◆ TASK REQUIREMENTS: The answer must be an exact copy of the lines from the top of the listing below through the line with "ring tip: (303, 248)", with no pictures.

** INPUT FOR THIS TASK follows **

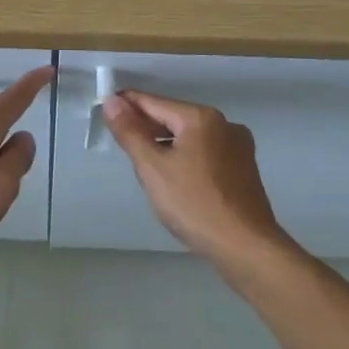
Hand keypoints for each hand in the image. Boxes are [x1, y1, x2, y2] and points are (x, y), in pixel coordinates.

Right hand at [102, 90, 294, 273]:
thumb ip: (130, 132)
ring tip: (143, 161)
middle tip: (119, 139)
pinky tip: (174, 177)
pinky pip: (205, 152)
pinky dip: (185, 157)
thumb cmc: (194, 203)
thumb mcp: (152, 167)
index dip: (126, 104)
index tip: (103, 108)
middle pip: (173, 117)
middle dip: (146, 126)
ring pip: (190, 136)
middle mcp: (224, 124)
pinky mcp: (244, 169)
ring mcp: (239, 147)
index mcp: (201, 117)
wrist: (245, 247)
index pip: (153, 102)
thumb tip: (111, 101)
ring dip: (165, 143)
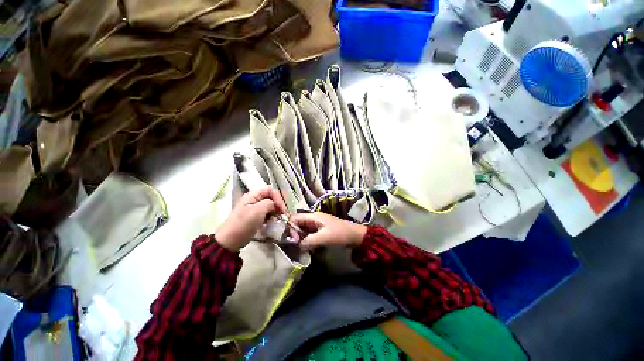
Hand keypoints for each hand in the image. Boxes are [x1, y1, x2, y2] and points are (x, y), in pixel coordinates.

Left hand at [215, 187, 286, 250]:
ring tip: (278, 220)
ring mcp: (254, 209)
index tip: (282, 209)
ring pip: (270, 206)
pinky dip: (271, 217)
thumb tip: (275, 205)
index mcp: (252, 195)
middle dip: (278, 205)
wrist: (230, 241)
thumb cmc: (243, 224)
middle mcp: (253, 200)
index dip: (278, 197)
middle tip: (282, 215)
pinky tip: (272, 223)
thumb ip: (269, 203)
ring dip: (275, 212)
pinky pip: (267, 214)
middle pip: (271, 198)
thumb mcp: (257, 211)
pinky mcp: (255, 218)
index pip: (270, 190)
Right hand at [290, 212, 367, 250]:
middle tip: (298, 246)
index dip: (291, 228)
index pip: (295, 218)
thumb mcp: (324, 237)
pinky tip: (310, 248)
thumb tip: (297, 246)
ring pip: (303, 230)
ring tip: (303, 248)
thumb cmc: (340, 234)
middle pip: (298, 224)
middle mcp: (313, 219)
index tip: (295, 240)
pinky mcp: (320, 231)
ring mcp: (317, 225)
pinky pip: (309, 235)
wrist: (355, 236)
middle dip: (295, 235)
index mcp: (313, 216)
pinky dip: (308, 241)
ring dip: (302, 239)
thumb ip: (308, 241)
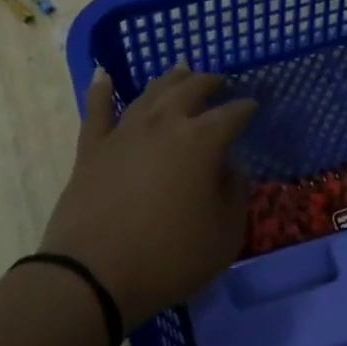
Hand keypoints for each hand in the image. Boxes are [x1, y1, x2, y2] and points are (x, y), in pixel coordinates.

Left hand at [40, 65, 257, 330]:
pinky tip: (103, 74)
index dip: (246, 108)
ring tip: (181, 70)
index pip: (232, 115)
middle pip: (190, 91)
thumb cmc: (169, 257)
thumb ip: (234, 194)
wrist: (93, 276)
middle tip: (219, 81)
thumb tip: (230, 168)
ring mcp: (124, 133)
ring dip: (169, 79)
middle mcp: (164, 125)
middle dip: (209, 82)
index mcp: (201, 141)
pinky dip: (101, 90)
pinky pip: (97, 110)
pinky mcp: (92, 149)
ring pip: (150, 93)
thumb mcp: (225, 235)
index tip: (254, 104)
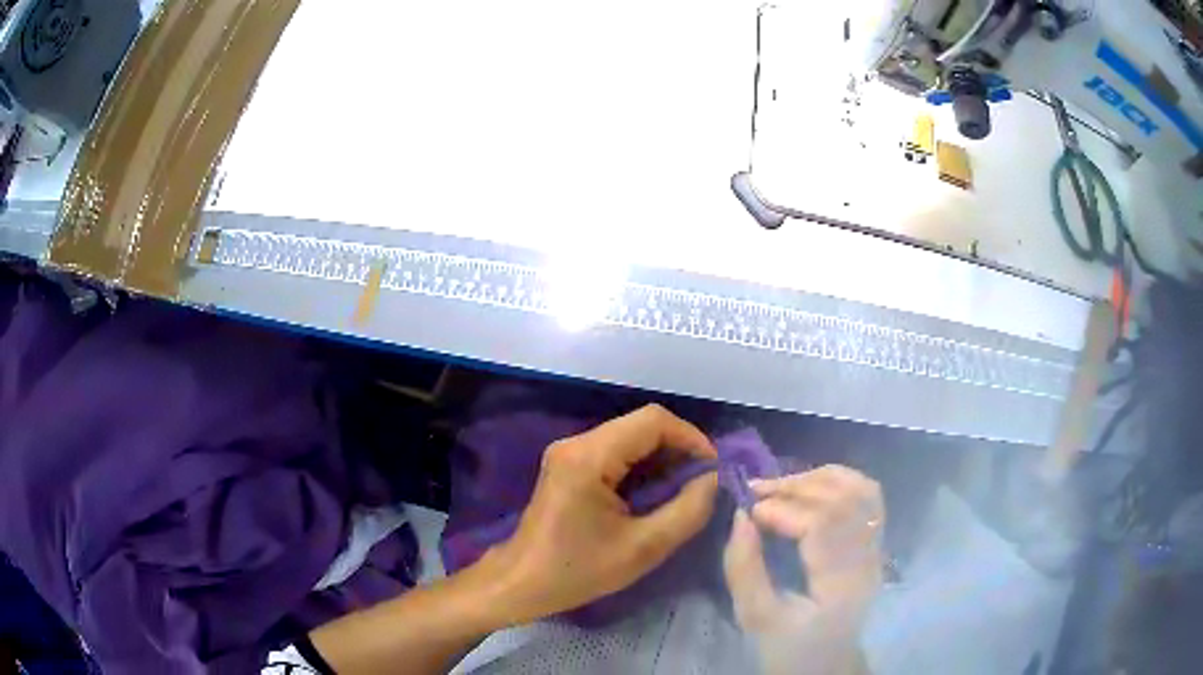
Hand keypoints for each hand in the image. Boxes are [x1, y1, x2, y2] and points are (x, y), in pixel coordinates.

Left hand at [483, 404, 719, 624]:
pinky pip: (615, 453)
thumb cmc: (577, 570)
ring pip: (630, 438)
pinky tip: (657, 493)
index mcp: (589, 457)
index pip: (653, 421)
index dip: (691, 438)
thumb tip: (715, 480)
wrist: (521, 583)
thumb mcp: (643, 549)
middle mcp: (576, 443)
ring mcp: (569, 452)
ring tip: (687, 490)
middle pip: (641, 426)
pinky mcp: (568, 465)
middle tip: (705, 482)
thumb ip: (688, 511)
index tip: (714, 469)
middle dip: (679, 449)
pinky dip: (643, 467)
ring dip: (663, 459)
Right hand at [724, 466, 884, 674]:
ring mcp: (877, 548)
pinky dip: (840, 480)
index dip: (783, 509)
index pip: (822, 525)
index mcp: (841, 585)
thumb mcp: (757, 618)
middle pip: (842, 501)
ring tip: (781, 484)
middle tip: (755, 490)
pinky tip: (812, 484)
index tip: (749, 511)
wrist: (827, 664)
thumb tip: (740, 517)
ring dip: (818, 478)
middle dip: (795, 487)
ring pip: (860, 490)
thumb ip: (744, 569)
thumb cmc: (790, 649)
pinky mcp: (875, 543)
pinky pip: (867, 496)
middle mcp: (868, 559)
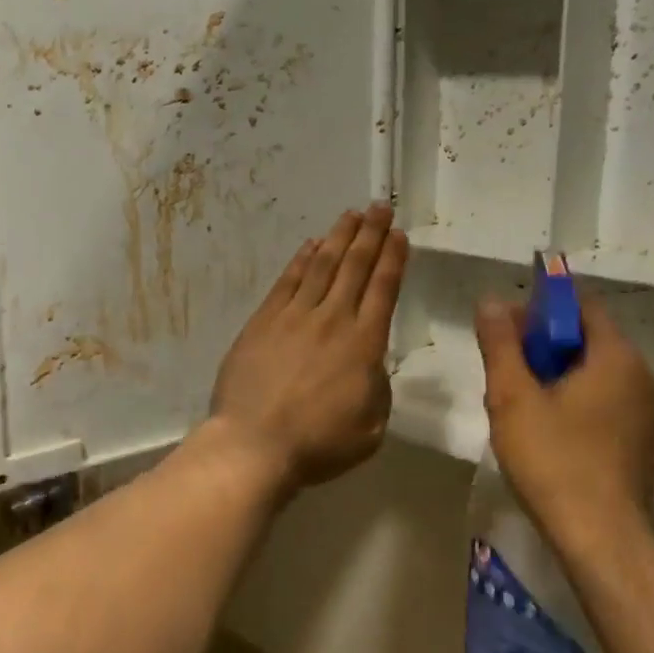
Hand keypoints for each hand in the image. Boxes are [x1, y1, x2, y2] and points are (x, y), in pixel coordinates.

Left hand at [210, 205, 408, 496]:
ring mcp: (295, 316)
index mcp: (364, 344)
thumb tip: (370, 364)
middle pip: (355, 266)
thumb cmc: (319, 444)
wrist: (254, 445)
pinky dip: (301, 259)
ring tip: (352, 215)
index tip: (399, 234)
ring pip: (322, 265)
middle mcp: (333, 319)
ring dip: (339, 237)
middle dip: (371, 233)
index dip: (393, 257)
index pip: (384, 288)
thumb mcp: (371, 427)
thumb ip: (377, 387)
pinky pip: (287, 281)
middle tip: (381, 206)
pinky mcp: (264, 321)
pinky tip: (311, 244)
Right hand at [474, 294, 653, 552]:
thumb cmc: (556, 463)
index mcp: (618, 356)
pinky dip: (571, 398)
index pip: (580, 305)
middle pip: (586, 337)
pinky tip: (542, 427)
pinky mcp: (639, 439)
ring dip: (553, 373)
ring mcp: (645, 410)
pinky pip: (602, 398)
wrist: (603, 542)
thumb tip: (491, 300)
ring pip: (592, 371)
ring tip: (515, 400)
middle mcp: (641, 375)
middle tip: (502, 366)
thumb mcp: (514, 398)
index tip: (505, 325)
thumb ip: (501, 344)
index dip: (540, 306)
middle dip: (541, 343)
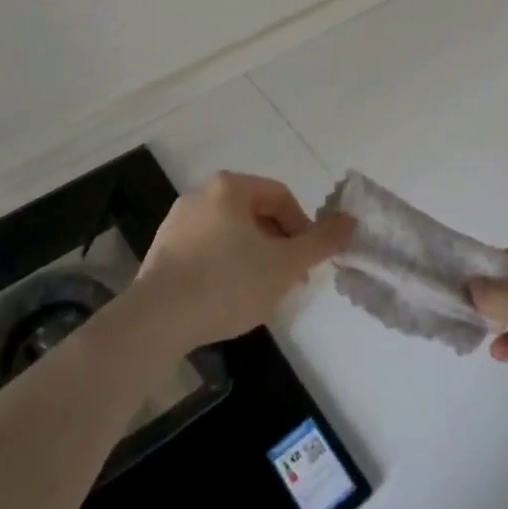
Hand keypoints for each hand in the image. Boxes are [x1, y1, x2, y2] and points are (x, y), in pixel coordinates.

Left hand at [134, 172, 354, 352]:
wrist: (156, 321)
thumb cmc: (227, 283)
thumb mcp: (285, 264)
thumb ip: (321, 242)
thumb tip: (351, 221)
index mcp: (230, 187)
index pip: (280, 197)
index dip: (302, 229)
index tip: (306, 263)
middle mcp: (202, 194)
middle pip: (255, 215)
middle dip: (277, 246)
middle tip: (287, 281)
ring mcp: (177, 222)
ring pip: (231, 235)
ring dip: (253, 259)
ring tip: (260, 295)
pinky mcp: (161, 251)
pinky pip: (206, 251)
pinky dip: (224, 268)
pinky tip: (226, 300)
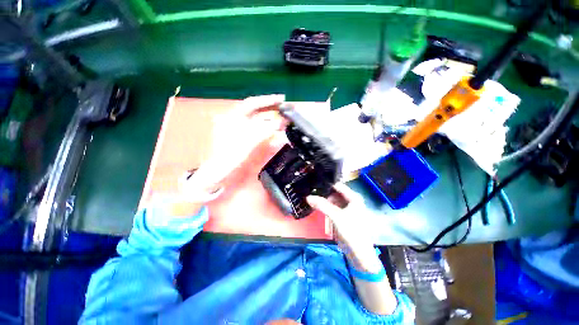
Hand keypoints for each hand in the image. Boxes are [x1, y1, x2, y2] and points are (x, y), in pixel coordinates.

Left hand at [181, 94, 286, 198]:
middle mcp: (236, 119)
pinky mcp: (243, 136)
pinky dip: (267, 128)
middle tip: (285, 108)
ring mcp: (239, 128)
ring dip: (270, 118)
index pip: (253, 103)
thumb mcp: (249, 141)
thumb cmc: (231, 154)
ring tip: (283, 118)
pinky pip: (257, 128)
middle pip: (256, 110)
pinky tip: (274, 129)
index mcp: (233, 116)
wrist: (221, 169)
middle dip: (271, 108)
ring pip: (258, 119)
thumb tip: (280, 122)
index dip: (268, 100)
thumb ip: (265, 130)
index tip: (281, 99)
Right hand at [307, 184, 382, 272]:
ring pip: (333, 200)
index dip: (327, 184)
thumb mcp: (336, 216)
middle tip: (310, 191)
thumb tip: (308, 197)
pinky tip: (317, 206)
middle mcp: (351, 201)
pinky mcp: (342, 216)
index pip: (338, 186)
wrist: (359, 254)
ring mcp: (347, 209)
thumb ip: (322, 205)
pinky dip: (325, 207)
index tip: (314, 183)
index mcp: (354, 198)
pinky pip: (332, 208)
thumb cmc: (351, 232)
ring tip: (312, 197)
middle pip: (335, 193)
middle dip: (324, 192)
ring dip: (323, 200)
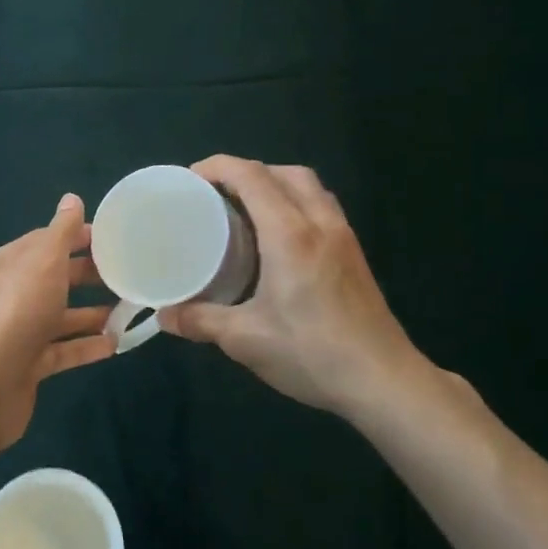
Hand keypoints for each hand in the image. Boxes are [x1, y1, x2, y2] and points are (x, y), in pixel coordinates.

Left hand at [0, 194, 114, 449]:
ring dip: (93, 313)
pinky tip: (115, 345)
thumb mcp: (42, 261)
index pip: (48, 241)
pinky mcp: (28, 365)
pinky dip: (86, 346)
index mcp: (11, 263)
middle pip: (57, 278)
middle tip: (131, 275)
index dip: (80, 237)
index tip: (117, 240)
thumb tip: (71, 198)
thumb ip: (60, 232)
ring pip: (61, 316)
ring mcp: (20, 331)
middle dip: (91, 275)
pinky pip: (63, 351)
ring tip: (130, 311)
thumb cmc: (15, 312)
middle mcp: (13, 293)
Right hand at [159, 156, 433, 427]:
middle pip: (284, 172)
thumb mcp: (245, 339)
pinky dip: (295, 203)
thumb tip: (163, 316)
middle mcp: (320, 224)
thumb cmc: (312, 354)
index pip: (252, 177)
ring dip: (275, 183)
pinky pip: (322, 207)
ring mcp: (343, 238)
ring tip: (245, 210)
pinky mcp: (354, 255)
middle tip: (215, 195)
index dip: (217, 167)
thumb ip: (200, 321)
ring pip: (308, 187)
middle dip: (246, 172)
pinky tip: (278, 238)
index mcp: (290, 234)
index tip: (189, 180)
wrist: (384, 382)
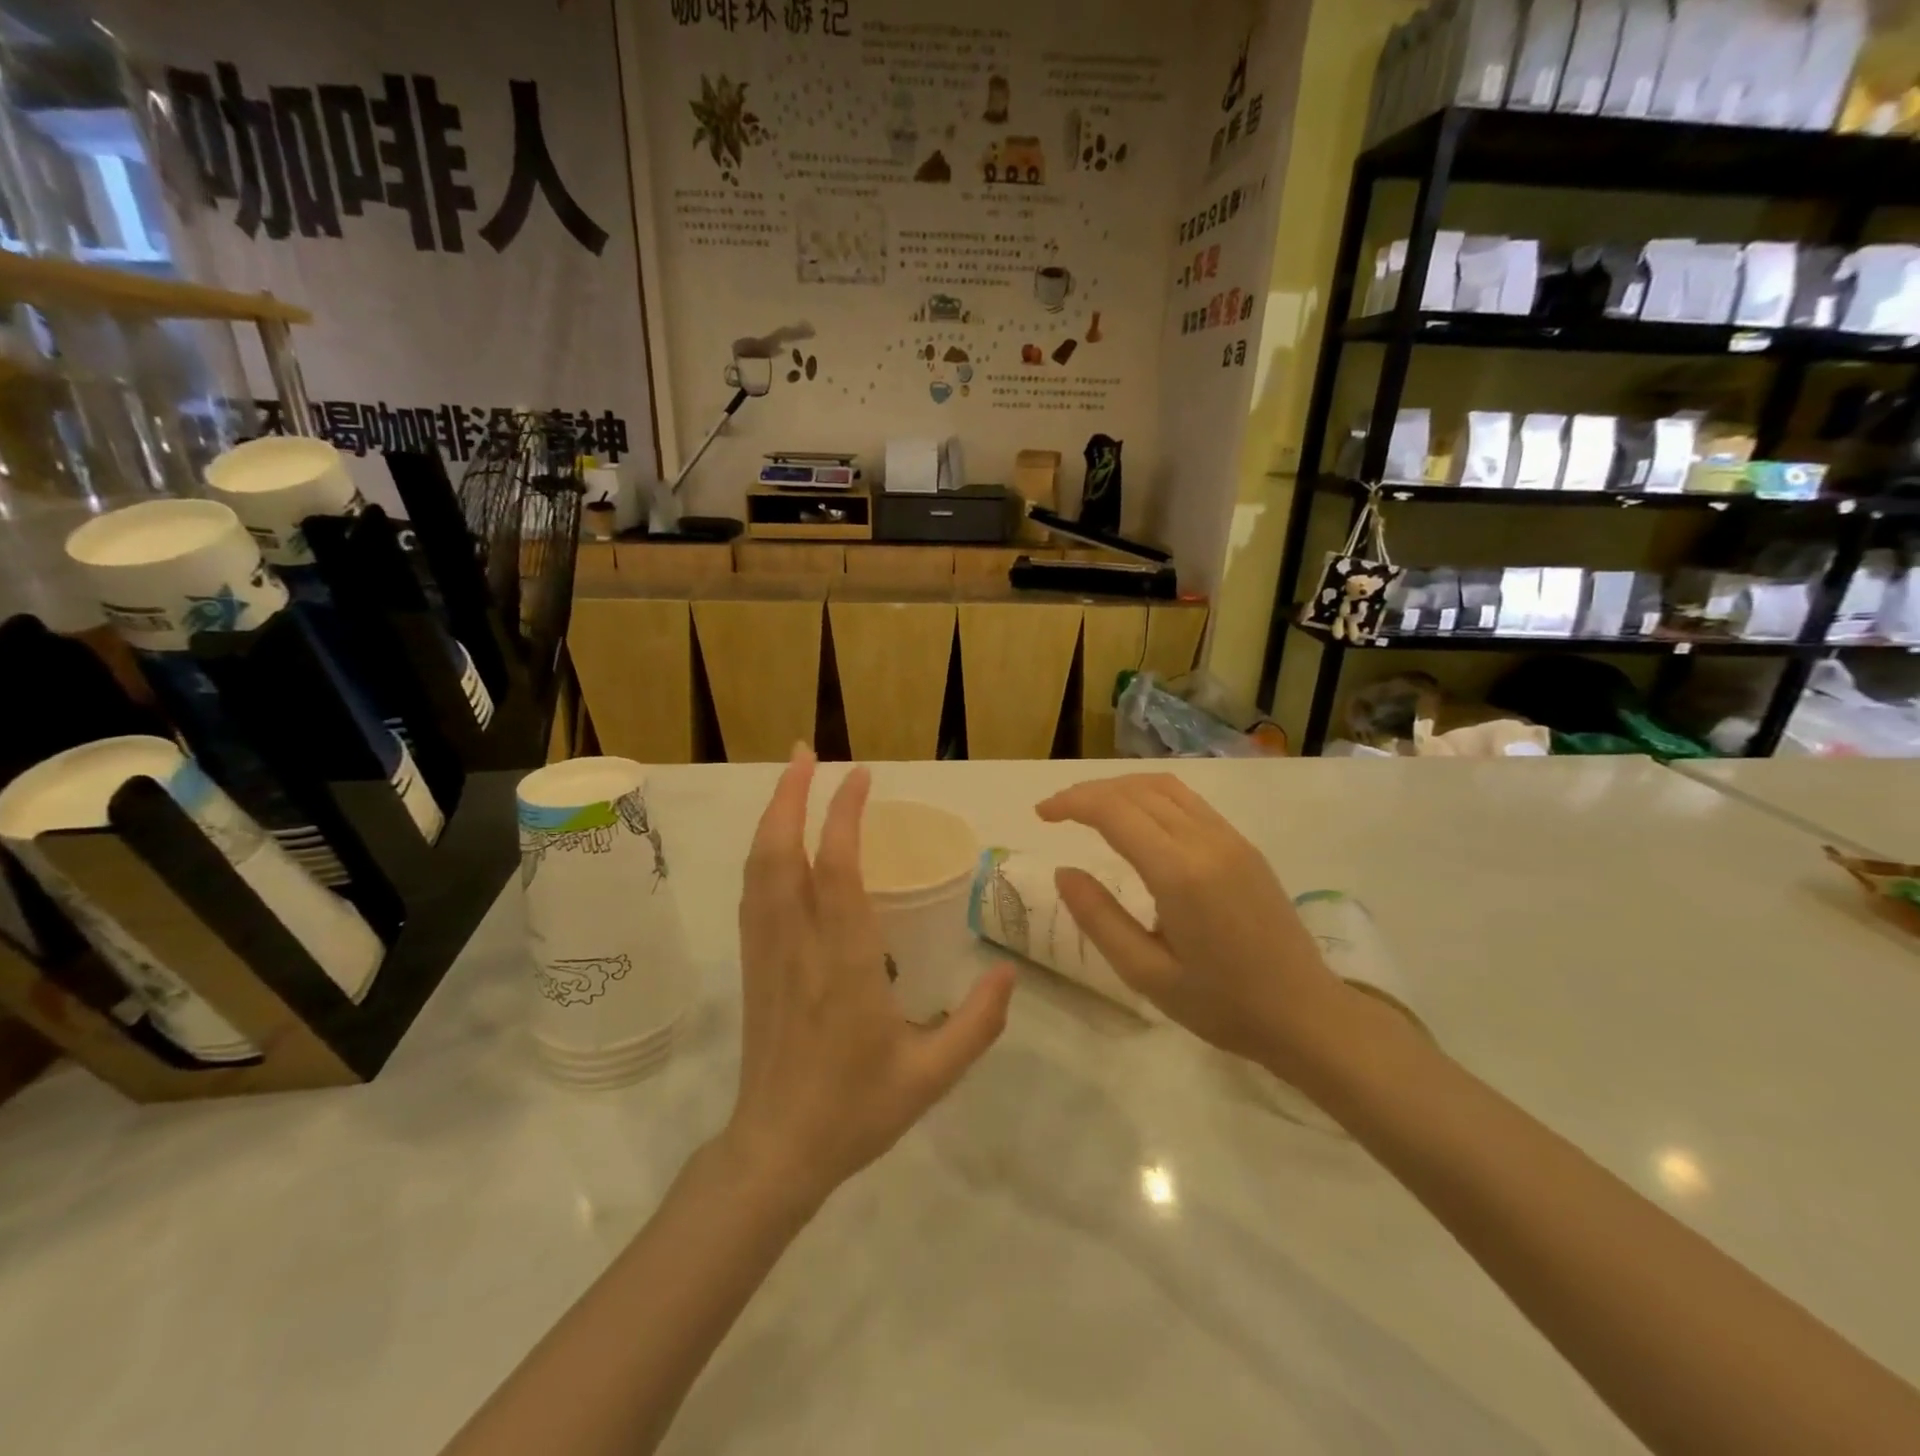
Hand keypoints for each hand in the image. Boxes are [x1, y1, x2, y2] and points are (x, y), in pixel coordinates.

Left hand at [726, 748, 1014, 1211]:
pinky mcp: (754, 963)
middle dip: (792, 795)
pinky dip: (764, 852)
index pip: (837, 870)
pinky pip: (753, 893)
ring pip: (759, 868)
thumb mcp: (931, 1076)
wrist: (776, 1150)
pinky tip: (777, 839)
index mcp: (845, 963)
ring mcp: (768, 951)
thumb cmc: (856, 1110)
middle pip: (781, 853)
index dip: (845, 815)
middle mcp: (799, 944)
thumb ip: (977, 1023)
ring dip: (774, 816)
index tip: (862, 776)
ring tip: (792, 777)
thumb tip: (1008, 972)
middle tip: (807, 751)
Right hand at [1036, 774, 1345, 1073]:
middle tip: (1056, 812)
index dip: (1072, 803)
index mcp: (1179, 873)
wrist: (1307, 1014)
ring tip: (1090, 809)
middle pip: (1136, 790)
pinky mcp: (1244, 846)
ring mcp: (1230, 839)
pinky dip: (1150, 796)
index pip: (1114, 811)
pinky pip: (1189, 801)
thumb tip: (1065, 872)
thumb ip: (1099, 919)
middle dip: (1089, 792)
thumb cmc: (1223, 1005)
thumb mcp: (1147, 974)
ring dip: (1121, 788)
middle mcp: (1206, 841)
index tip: (1042, 815)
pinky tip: (1136, 819)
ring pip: (1165, 787)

** End of INPUT FOR THIS TASK **

◆ RESPONSE BELOW:
Hand keypoints for each hand in the image. Boxes are [x1, y1, x2, y2] and points are (x, y), in pixel coordinates.

Right hand at [102, 90, 294, 273]:
thumb ip: (130, 132)
ring tip: (143, 161)
middle tip: (119, 139)
pinky tip: (174, 177)
pinky pip: (205, 152)
pinky dip: (185, 157)
thumb cmc: (194, 203)
thumb mcp: (152, 167)
index dip: (126, 104)
index tip: (103, 108)
middle pip: (173, 117)
middle dip: (146, 126)
ring pip: (190, 136)
middle mcp: (224, 124)
pinky mcp: (244, 169)
ring mcp: (239, 147)
index mcp: (201, 117)
wrist: (245, 247)
index pip: (153, 102)
thumb tip: (111, 101)
ring dip: (165, 143)
Hand keypoints for each hand in the image. Boxes are [x1, y1, x2, y2] and points are (x, y), in pixel coordinates.

Left hand at [215, 187, 286, 250]:
ring tip: (278, 220)
ring mcp: (254, 209)
index tip: (282, 209)
ring pip: (270, 206)
pinky dip: (271, 217)
thumb tip: (275, 205)
index mcp: (252, 195)
middle dip: (278, 205)
wrist: (230, 241)
thumb cmc: (243, 224)
middle mcp: (253, 200)
index dip: (278, 197)
middle tip: (282, 215)
pinky tip: (272, 223)
thumb ip: (269, 203)
ring dip: (275, 212)
pinky pip: (267, 214)
middle pip: (271, 198)
thumb mcp: (257, 211)
pinky mcp: (255, 218)
index pip: (270, 190)
Right hand at [290, 212, 367, 250]:
middle tip: (298, 246)
index dip: (291, 228)
index pip: (295, 218)
thumb mcp: (324, 237)
pinky tip: (310, 248)
thumb tip: (297, 246)
ring pip: (303, 230)
ring tip: (303, 248)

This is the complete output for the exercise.